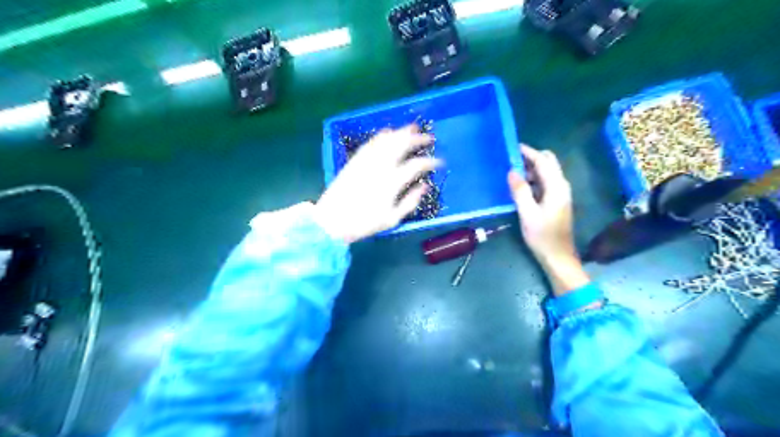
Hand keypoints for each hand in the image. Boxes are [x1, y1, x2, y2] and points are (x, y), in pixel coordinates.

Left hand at [316, 124, 437, 244]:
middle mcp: (380, 166)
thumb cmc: (364, 223)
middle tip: (428, 137)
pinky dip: (381, 135)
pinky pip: (370, 143)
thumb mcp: (392, 219)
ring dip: (400, 132)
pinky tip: (387, 133)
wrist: (332, 220)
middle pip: (401, 145)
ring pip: (386, 140)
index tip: (439, 162)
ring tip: (412, 128)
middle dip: (417, 139)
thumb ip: (410, 202)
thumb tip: (424, 186)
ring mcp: (366, 161)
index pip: (415, 165)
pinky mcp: (355, 161)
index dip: (430, 162)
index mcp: (392, 182)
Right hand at [510, 145, 587, 294]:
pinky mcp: (556, 201)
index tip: (512, 147)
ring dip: (530, 170)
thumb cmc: (542, 236)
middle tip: (511, 162)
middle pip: (548, 163)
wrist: (558, 256)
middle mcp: (561, 186)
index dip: (529, 152)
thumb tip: (512, 171)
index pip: (543, 161)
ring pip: (546, 173)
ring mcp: (560, 193)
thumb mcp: (527, 213)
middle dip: (531, 159)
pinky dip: (533, 180)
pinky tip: (519, 188)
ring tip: (511, 175)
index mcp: (556, 187)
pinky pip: (544, 183)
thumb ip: (520, 191)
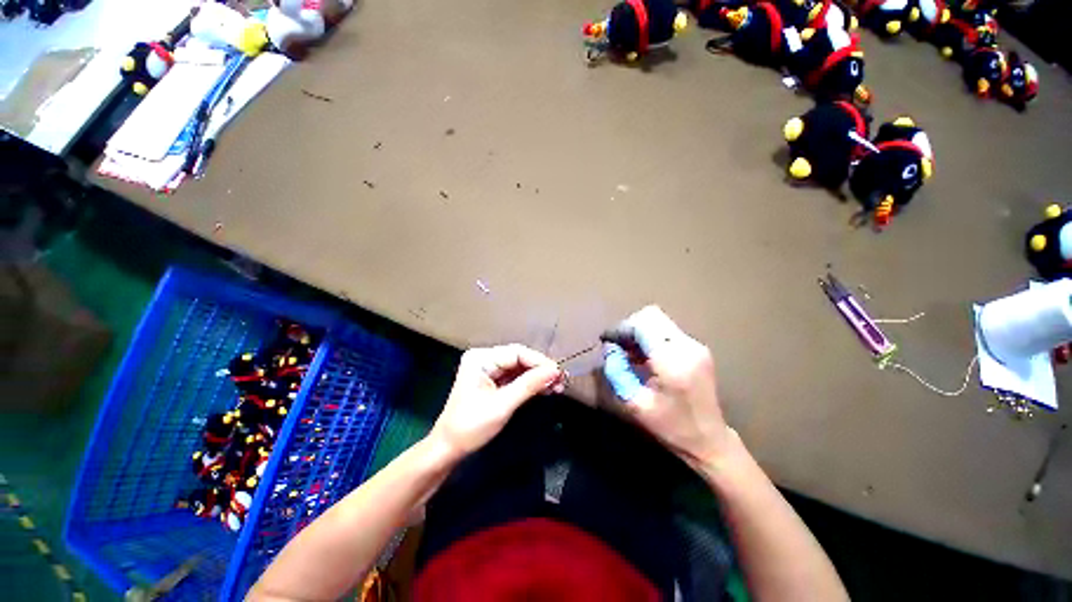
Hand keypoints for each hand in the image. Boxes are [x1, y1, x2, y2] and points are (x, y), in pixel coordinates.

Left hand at [429, 344, 563, 461]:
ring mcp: (488, 369)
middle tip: (561, 381)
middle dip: (540, 369)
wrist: (449, 448)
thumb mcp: (502, 405)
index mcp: (481, 358)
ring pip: (520, 368)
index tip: (559, 373)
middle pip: (520, 359)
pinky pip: (516, 377)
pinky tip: (545, 389)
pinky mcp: (493, 381)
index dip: (539, 362)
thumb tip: (555, 371)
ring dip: (538, 377)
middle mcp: (485, 358)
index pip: (517, 353)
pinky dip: (530, 383)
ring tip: (557, 386)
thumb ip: (529, 385)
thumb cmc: (471, 426)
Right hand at [601, 306, 731, 467]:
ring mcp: (695, 346)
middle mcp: (687, 346)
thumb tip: (610, 348)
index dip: (621, 329)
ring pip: (659, 321)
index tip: (607, 341)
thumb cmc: (670, 427)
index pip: (642, 324)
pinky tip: (646, 357)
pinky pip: (668, 331)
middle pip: (651, 315)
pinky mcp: (698, 349)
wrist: (709, 441)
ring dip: (641, 331)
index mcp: (672, 361)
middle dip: (630, 327)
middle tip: (618, 346)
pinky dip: (651, 337)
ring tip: (630, 352)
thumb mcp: (634, 404)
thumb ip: (617, 372)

★ ★ ★ ★ ★ ★ ★

> WHAT YOU SHOULD DO: Beginning with the line containing "middle dip: (417, 139)" in the material above, copy every line exactly until you have copied the line containing "middle tip: (511, 162)".

> YOUR SOLUTION:
middle dip: (417, 139)
thumb ip: (410, 202)
thumb tip: (424, 186)
ring mcp: (366, 161)
index pip: (415, 165)
pinky mcp: (355, 161)
index dip: (430, 162)
index mcp: (392, 182)
Right hand at [510, 145, 587, 294]:
pinky mcp: (556, 201)
index tip: (512, 147)
ring dip: (530, 170)
thumb cmc: (542, 236)
middle tip: (511, 162)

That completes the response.